Write a hidden service hsdir health measurer

added 027-triaged-1-in SponsorR component::metrics/analysis network-health points::medium/large priority::high resolution::fixed severity::normal status::closed tor-hs type::project version::tor 0.2.7 labels

Replying to arma:

That answer will give us a handle on whether things are going as we expect, and also give us a sense of whether the number "six" is overkill or underkill or what.

Also, running this program and/or analysis over time will tell us when the situation changes. (Right now we have no real way of realizing that, for example, network churn has increased to the point that hidden service descriptor fetches are failing more often.)

Trac:
Type: defect to project

Another useful outcome would be to compare the current design to the following alternate design: hidden services publish to n hsdirs, and clients fetch from among k<n of them.

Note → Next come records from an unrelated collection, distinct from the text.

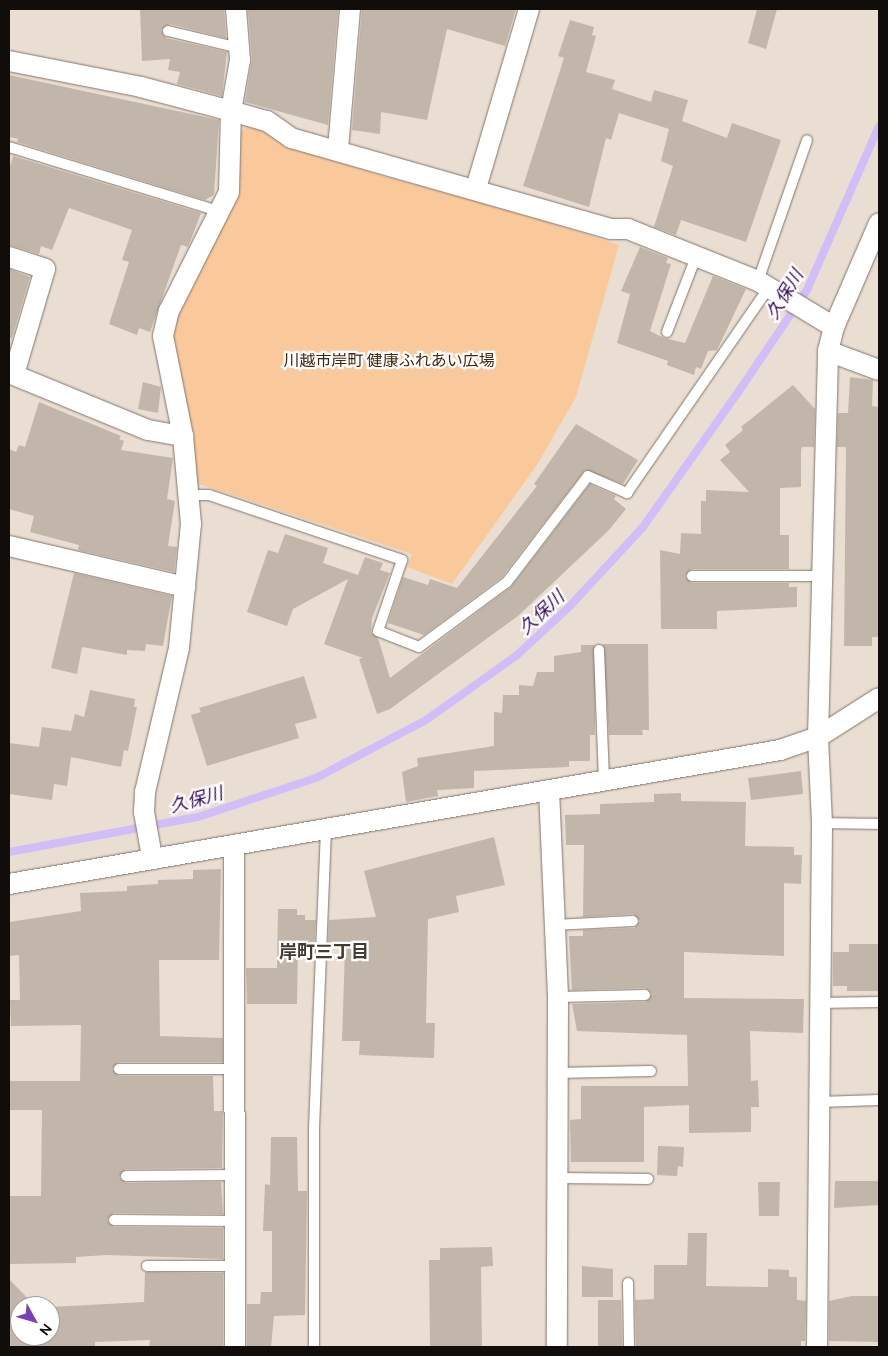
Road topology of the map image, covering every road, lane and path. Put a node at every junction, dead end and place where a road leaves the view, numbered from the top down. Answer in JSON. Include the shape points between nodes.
{"nodes":[{"id":1,"x":236,"y":9,"type":"edge"},
{"id":2,"x":350,"y":9,"type":"edge"},
{"id":3,"x":529,"y":9,"type":"edge"},
{"id":4,"x":168,"y":30,"type":"dead end"},
{"id":5,"x":240,"y":48,"type":"junction"},
{"id":6,"x":9,"y":61,"type":"edge"},
{"id":7,"x":231,"y":111,"type":"junction"},
{"id":8,"x":807,"y":140,"type":"dead end"},
{"id":9,"x":9,"y":147,"type":"edge"},
{"id":10,"x":338,"y":149,"type":"junction"},
{"id":11,"x":476,"y":188,"type":"junction"},
{"id":12,"x":218,"y":211,"type":"junction"},
{"id":13,"x":878,"y":230,"type":"edge"},
{"id":14,"x":9,"y":257,"type":"edge"},
{"id":15,"x":696,"y":257,"type":"junction"},
{"id":16,"x":768,"y":287,"type":"junction"},
{"id":17,"x":834,"y":326,"type":"junction"},
{"id":18,"x":667,"y":332,"type":"dead end"},
{"id":19,"x":828,"y":351,"type":"junction"},
{"id":20,"x":879,"y":370,"type":"edge"},
{"id":21,"x":12,"y":373,"type":"edge"},
{"id":22,"x":183,"y":436,"type":"junction"},
{"id":23,"x":190,"y":494,"type":"junction"},
{"id":24,"x":9,"y":546,"type":"edge"},
{"id":25,"x":692,"y":576,"type":"dead end"},
{"id":26,"x":822,"y":576,"type":"junction"},
{"id":27,"x":186,"y":587,"type":"junction"},
{"id":28,"x":599,"y":650,"type":"dead end"},
{"id":29,"x":879,"y":698,"type":"edge"},
{"id":30,"x":818,"y":737,"type":"junction"},
{"id":31,"x":604,"y":782,"type":"junction"},
{"id":32,"x":549,"y":790,"type":"junction"},
{"id":33,"x":822,"y":823,"type":"junction"},
{"id":34,"x":879,"y":824,"type":"edge"},
{"id":35,"x":326,"y":831,"type":"junction"},
{"id":36,"x":234,"y":845,"type":"junction"},
{"id":37,"x":151,"y":851,"type":"junction"},
{"id":38,"x":9,"y":884,"type":"edge"},
{"id":39,"x":634,"y":921,"type":"dead end"},
{"id":40,"x":554,"y":926,"type":"junction"},
{"id":41,"x":646,"y":995,"type":"dead end"},
{"id":42,"x":558,"y":997,"type":"junction"},
{"id":43,"x":879,"y":1002,"type":"edge"},
{"id":44,"x":817,"y":1003,"type":"junction"},
{"id":45,"x":119,"y":1069,"type":"dead end"},
{"id":46,"x":235,"y":1069,"type":"junction"},
{"id":47,"x":651,"y":1071,"type":"dead end"},
{"id":48,"x":557,"y":1073,"type":"junction"},
{"id":49,"x":879,"y":1100,"type":"edge"},
{"id":50,"x":819,"y":1102,"type":"junction"},
{"id":51,"x":235,"y":1175,"type":"junction"},
{"id":52,"x":126,"y":1176,"type":"dead end"},
{"id":53,"x":557,"y":1178,"type":"junction"},
{"id":54,"x":648,"y":1179,"type":"dead end"},
{"id":55,"x":114,"y":1220,"type":"dead end"},
{"id":56,"x":235,"y":1221,"type":"junction"},
{"id":57,"x":147,"y":1266,"type":"dead end"},
{"id":58,"x":235,"y":1266,"type":"junction"},
{"id":59,"x":628,"y":1284,"type":"dead end"},
{"id":60,"x":235,"y":1347,"type":"edge"},
{"id":61,"x":314,"y":1347,"type":"edge"},
{"id":62,"x":557,"y":1347,"type":"edge"},
{"id":63,"x":628,"y":1347,"type":"edge"},
{"id":64,"x":817,"y":1347,"type":"edge"}],
"edges":[{"from":1,"to":5,"type":"street"},
{"from":2,"to":10,"type":"street"},
{"from":3,"to":11,"type":"street"},
{"from":4,"to":5,"type":"lane"},
{"from":5,"to":7,"type":"street"},
{"from":6,"to":7,"type":"street","via":[[141,87]]},
{"from":7,"to":10,"type":"street","via":[[267,121],[291,138]]},
{"from":7,"to":12,"type":"street","via":[[229,192]]},
{"from":8,"to":16,"type":"lane"},
{"from":9,"to":12,"type":"lane"},
{"from":10,"to":11,"type":"street"},
{"from":11,"to":15,"type":"street","via":[[610,229],[628,230]]},
{"from":12,"to":22,"type":"street","via":[[169,312],[163,336]]},
{"from":13,"to":17,"type":"street"},
{"from":14,"to":21,"type":"street","via":[[45,269]]},
{"from":15,"to":16,"type":"street"},
{"from":15,"to":18,"type":"lane"},
{"from":16,"to":17,"type":"street"},
{"from":16,"to":23,"type":"lane","via":[[627,493],[588,476],[507,582],[420,647],[378,631],[402,560],[208,495]]},
{"from":17,"to":19,"type":"street"},
{"from":19,"to":20,"type":"street"},
{"from":19,"to":26,"type":"street"},
{"from":21,"to":22,"type":"street","via":[[148,430]]},
{"from":22,"to":23,"type":"street"},
{"from":23,"to":27,"type":"street"},
{"from":24,"to":27,"type":"street"},
{"from":25,"to":26,"type":"lane"},
{"from":26,"to":30,"type":"street"},
{"from":27,"to":37,"type":"street","via":[[179,648],[144,812]]},
{"from":28,"to":31,"type":"lane"},
{"from":29,"to":30,"type":"street"},
{"from":30,"to":31,"type":"street","via":[[780,750]]},
{"from":30,"to":33,"type":"street"},
{"from":31,"to":32,"type":"street"},
{"from":32,"to":35,"type":"street"},
{"from":32,"to":40,"type":"street"},
{"from":33,"to":34,"type":"lane"},
{"from":33,"to":44,"type":"street"},
{"from":35,"to":36,"type":"street"},
{"from":35,"to":61,"type":"lane","via":[[314,1128]]},
{"from":36,"to":37,"type":"street"},
{"from":36,"to":46,"type":"street"},
{"from":37,"to":38,"type":"street"},
{"from":39,"to":40,"type":"lane"},
{"from":40,"to":42,"type":"street"},
{"from":41,"to":42,"type":"lane"},
{"from":42,"to":48,"type":"street"},
{"from":43,"to":44,"type":"lane"},
{"from":44,"to":50,"type":"street"},
{"from":45,"to":46,"type":"lane"},
{"from":46,"to":51,"type":"street"},
{"from":47,"to":48,"type":"lane"},
{"from":48,"to":53,"type":"street"},
{"from":49,"to":50,"type":"lane"},
{"from":50,"to":64,"type":"street"},
{"from":51,"to":52,"type":"lane"},
{"from":51,"to":56,"type":"street"},
{"from":53,"to":54,"type":"lane"},
{"from":53,"to":62,"type":"street"},
{"from":55,"to":56,"type":"lane"},
{"from":56,"to":58,"type":"street"},
{"from":57,"to":58,"type":"lane"},
{"from":58,"to":60,"type":"street"},
{"from":59,"to":63,"type":"lane"}]}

In that design, hidden services overpublish to a few extra relays "on either side", to reduce the chance that relay churn will result in a relay that clients fetch from but who is unable to handle the request.

Relevant to this discussion:

https://lists.torproject.org/pipermail/tor-dev/2015-February/008230.html

Small update, this depends on #14847 (moved) new control port command to have the ability to fetch descriptor from HSDirs (custom or not).

These may be worth looking at for 0.2.7.

Trac:
Milestone: Tor: 0.2.??? to Tor: 0.2.7.x-final

Trac:
Status: new to assigned

Marking more tickets as triaged-in for 0.2.7

Trac:
Keywords: N/A deleted, 027-triaged-1-in added

Trac:
Version: N/A to Tor: 0.2.7
Points: N/A to medium/large
Priority: normal to major

I think the main question that remains to be answered here is #13208 (moved):

What's the average number of hsdir fetches before we get the hsdesc?

That is, how many HSDirs will a client try on average before they manage to fetch the descriptor? If the answer is close to 1.0, it means that node churn does not affect the hash ring much (and in theory we could even decrease the number of HSDirs per HS).

Since this is an experiment, it might make sense to have our HS health tool download consensuses like a normal client, instead of always using the latest one.

If we wanted to learn the actual value here, we could do #15962 (moved) and actually measure the churn effect using historical metrics data.

Replying to asn:

Since this is an experiment, it might make sense to have our HS health tool download consensuses like a normal client, instead of always using the latest one.

If you're interested in normal-client performance, maybe Torperf is the better tool. I could provide you with logs from three Torperf instances that have been running for a couple of weeks now. Let me know.

Trac:
Milestone: Tor: 0.2.7.x-final to Tor: 0.2.8.x-final

Trac:
Sponsor: N/A to N/A
Milestone: Tor: 0.2.8.x-final to N/A

Ok I will close this ticket but before here are some conclusions about this and possibly future work. I'm attaching to this ticket the raw result taken from May 29th, 2015 to June 14th, 2016. You can find the CSV file specification in https://gitlab.com/hs-health/hs-health/blob/master/analyze-csv.py#L93

This experiment showed us few things. With a client always using the latest consensus, here are the results of the 6 stable .onion we've monitored (output from analyze-csv.py).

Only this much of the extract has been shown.